WORK INSTRUCTION -> Extract all lines in the data that contain the word "ซอยหน".

GIVEN RECORDS ->
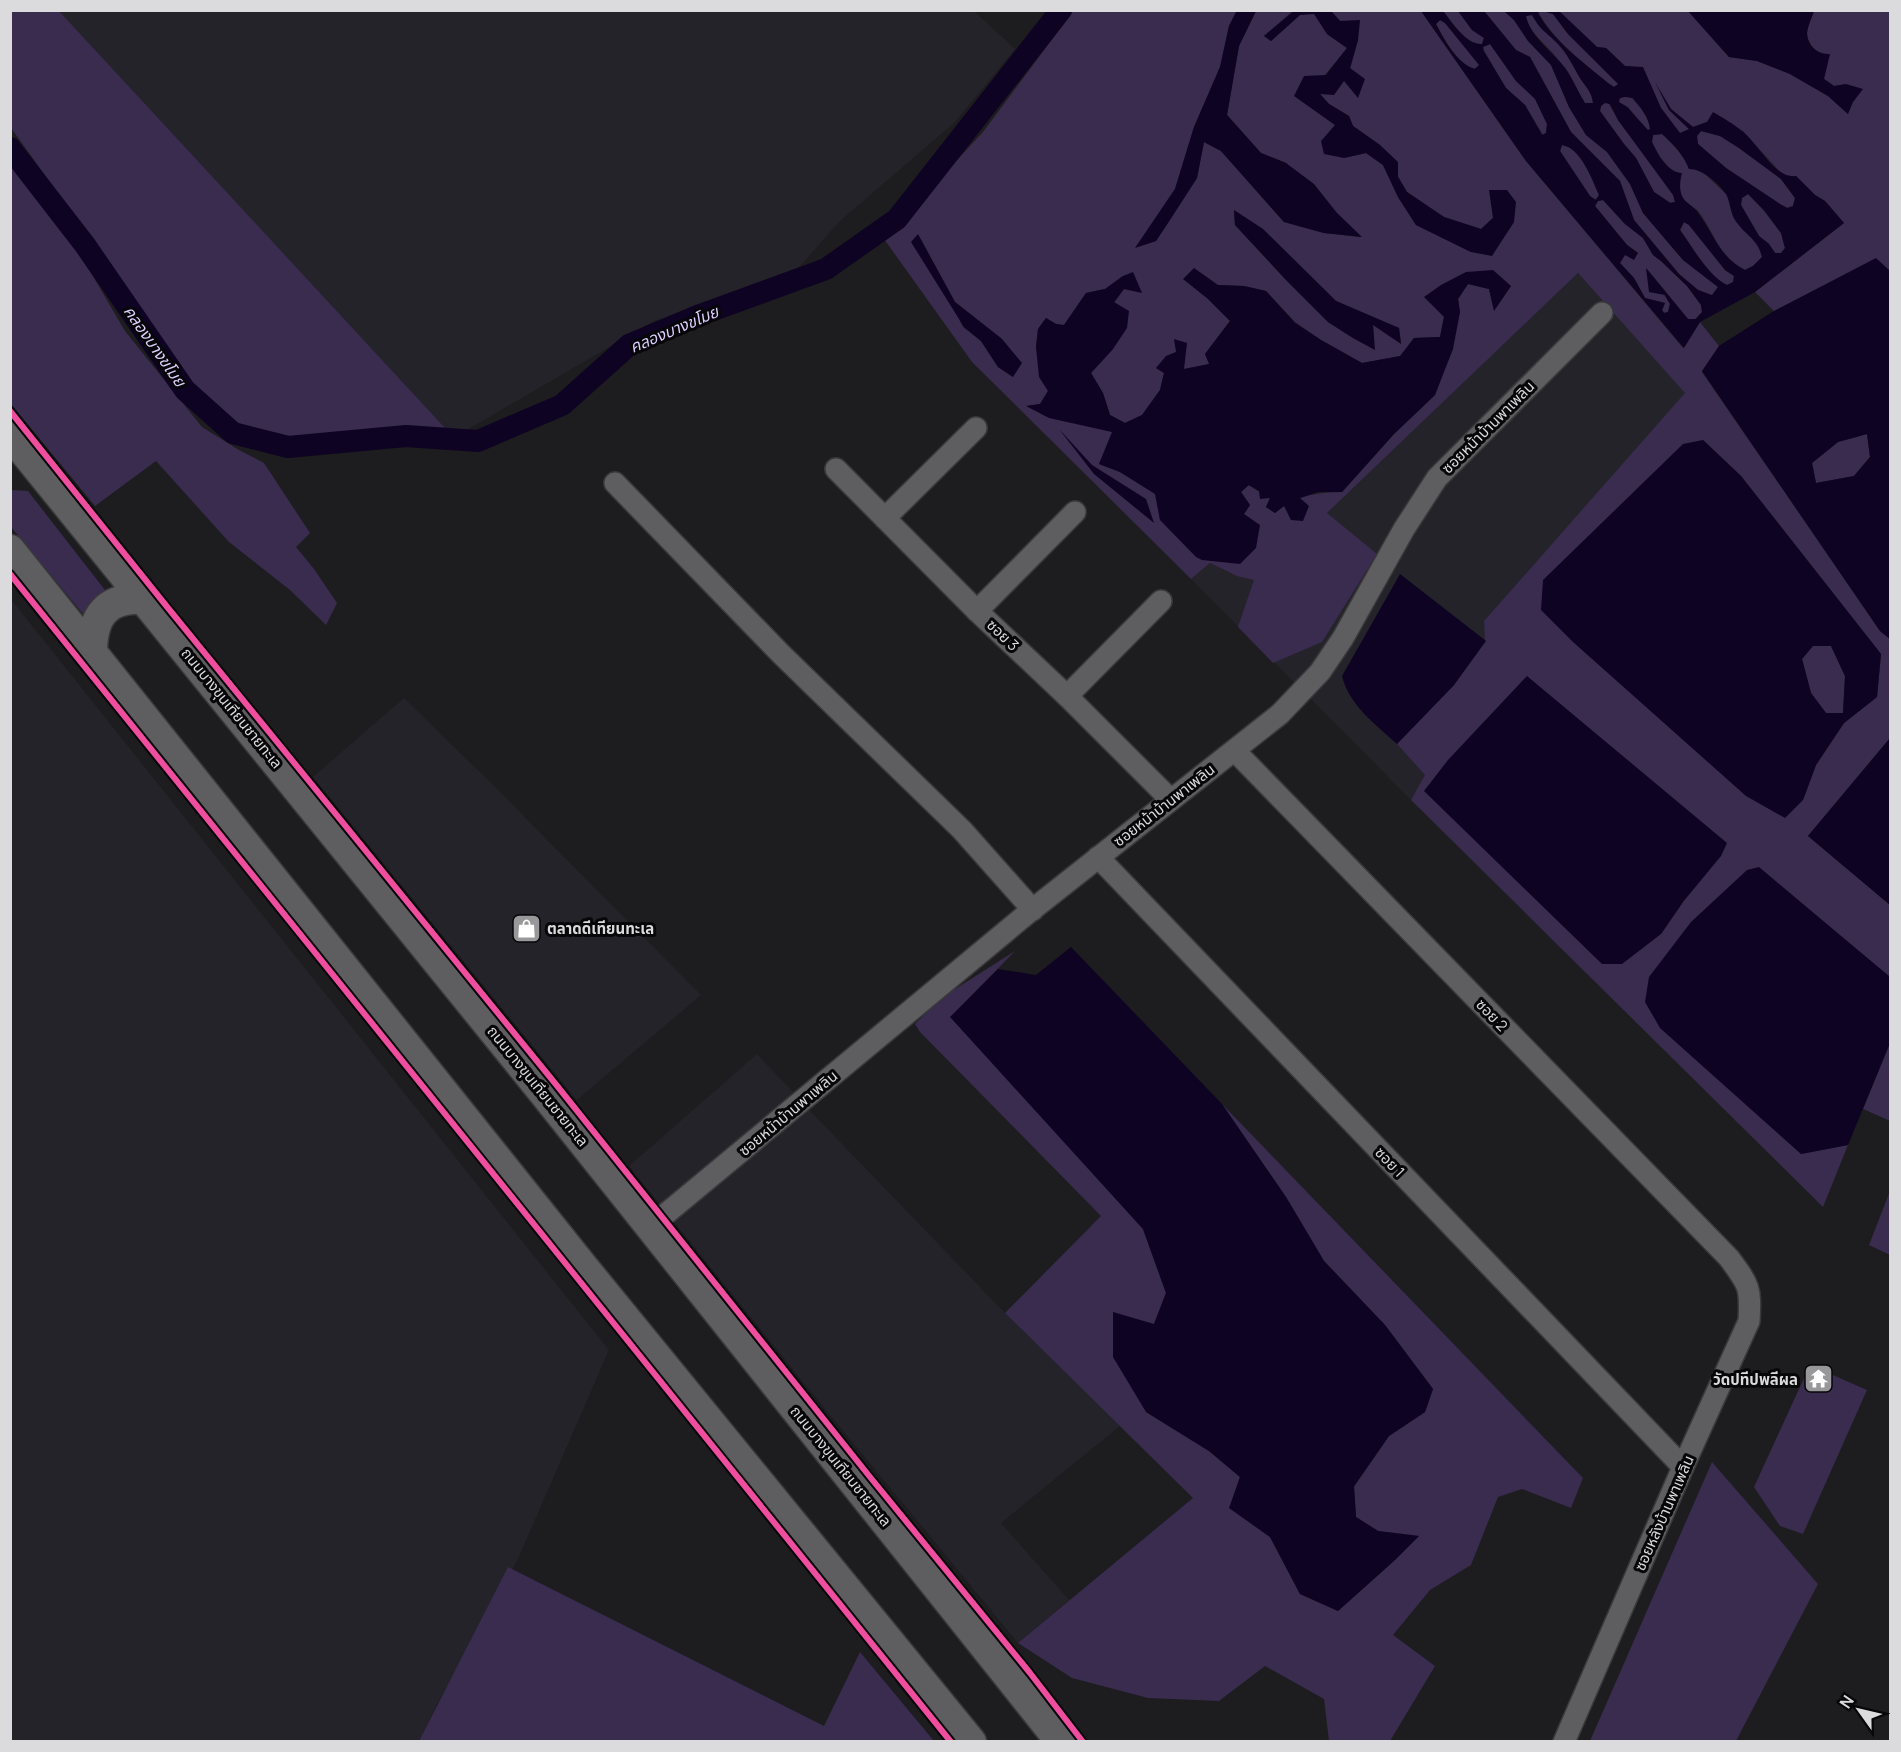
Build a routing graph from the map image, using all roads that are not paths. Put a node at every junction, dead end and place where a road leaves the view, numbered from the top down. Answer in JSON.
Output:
{"nodes":[{"id":1,"x":1602,"y":313,"type":"dead end"},
{"id":2,"x":976,"y":428,"type":"dead end"},
{"id":3,"x":10,"y":434,"type":"edge"},
{"id":4,"x":836,"y":469,"type":"dead end"},
{"id":5,"x":615,"y":483,"type":"dead end"},
{"id":6,"x":1075,"y":512,"type":"dead end"},
{"id":7,"x":885,"y":518,"type":"junction"},
{"id":8,"x":10,"y":550,"type":"edge"},
{"id":9,"x":144,"y":599,"type":"junction"},
{"id":10,"x":1161,"y":602,"type":"dead end"},
{"id":11,"x":977,"y":611,"type":"junction"},
{"id":12,"x":92,"y":653,"type":"junction"},
{"id":13,"x":1067,"y":696,"type":"junction"},
{"id":14,"x":1234,"y":751,"type":"junction"},
{"id":15,"x":1171,"y":800,"type":"junction"},
{"id":16,"x":1098,"y":857,"type":"junction"},
{"id":17,"x":1033,"y":910,"type":"junction"},
{"id":18,"x":650,"y":1227,"type":"junction"},
{"id":19,"x":1746,"y":1282,"type":"joint"},
{"id":20,"x":1683,"y":1467,"type":"junction"},
{"id":21,"x":971,"y":1742,"type":"edge"},
{"id":22,"x":1061,"y":1742,"type":"edge"},
{"id":23,"x":1564,"y":1742,"type":"edge"}],
"edges":[{"from":1,"to":14,"type":"street","name":"ซอยหน้าบ้านพาเพลิน"},
{"from":2,"to":7,"type":"street"},
{"from":3,"to":9,"type":"main road","name":"ถนนบางขุนเทียนชายทะเล"},
{"from":4,"to":7,"type":"street","name":"ซอย 3"},
{"from":5,"to":17,"type":"street"},
{"from":6,"to":11,"type":"street"},
{"from":7,"to":11,"type":"street","name":"ซอย 3"},
{"from":8,"to":12,"type":"main road"},
{"from":9,"to":12,"type":"main road"},
{"from":9,"to":18,"type":"main road","name":"ถนนบางขุนเทียนชายทะเล"},
{"from":10,"to":13,"type":"street"},
{"from":11,"to":13,"type":"street","name":"ซอย 3"},
{"from":12,"to":21,"type":"main road"},
{"from":13,"to":15,"type":"street","name":"ซอย 3"},
{"from":14,"to":15,"type":"street","name":"ซอยหน้าบ้านพาเพลิน"},
{"from":14,"to":19,"type":"street","name":"ซอย 2"},
{"from":15,"to":16,"type":"street","name":"ซอยหน้าบ้านพาเพลิน"},
{"from":16,"to":17,"type":"street","name":"ซอยหน้าบ้านพาเพลิน"},
{"from":16,"to":20,"type":"street","name":"ซอย 1"},
{"from":17,"to":18,"type":"street","name":"ซอยหน้าบ้านพาเพลิน"},
{"from":18,"to":22,"type":"main road","name":"ถนนบางขุนเทียนชายทะเล"},
{"from":19,"to":20,"type":"street","name":"ซอยหลังบ้านพาเพลิน"},
{"from":20,"to":23,"type":"street","name":"ซอยหลังบ้านพาเพลิน"}]}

EXERCISE OUTPUT ->
"edges":[{"from":1,"to":14,"type":"street","name":"ซอยหน้าบ้านพาเพลิน"},
{"from":14,"to":15,"type":"street","name":"ซอยหน้าบ้านพาเพลิน"},
{"from":15,"to":16,"type":"street","name":"ซอยหน้าบ้านพาเพลิน"},
{"from":16,"to":17,"type":"street","name":"ซอยหน้าบ้านพาเพลิน"},
{"from":17,"to":18,"type":"street","name":"ซอยหน้าบ้านพาเพลิน"},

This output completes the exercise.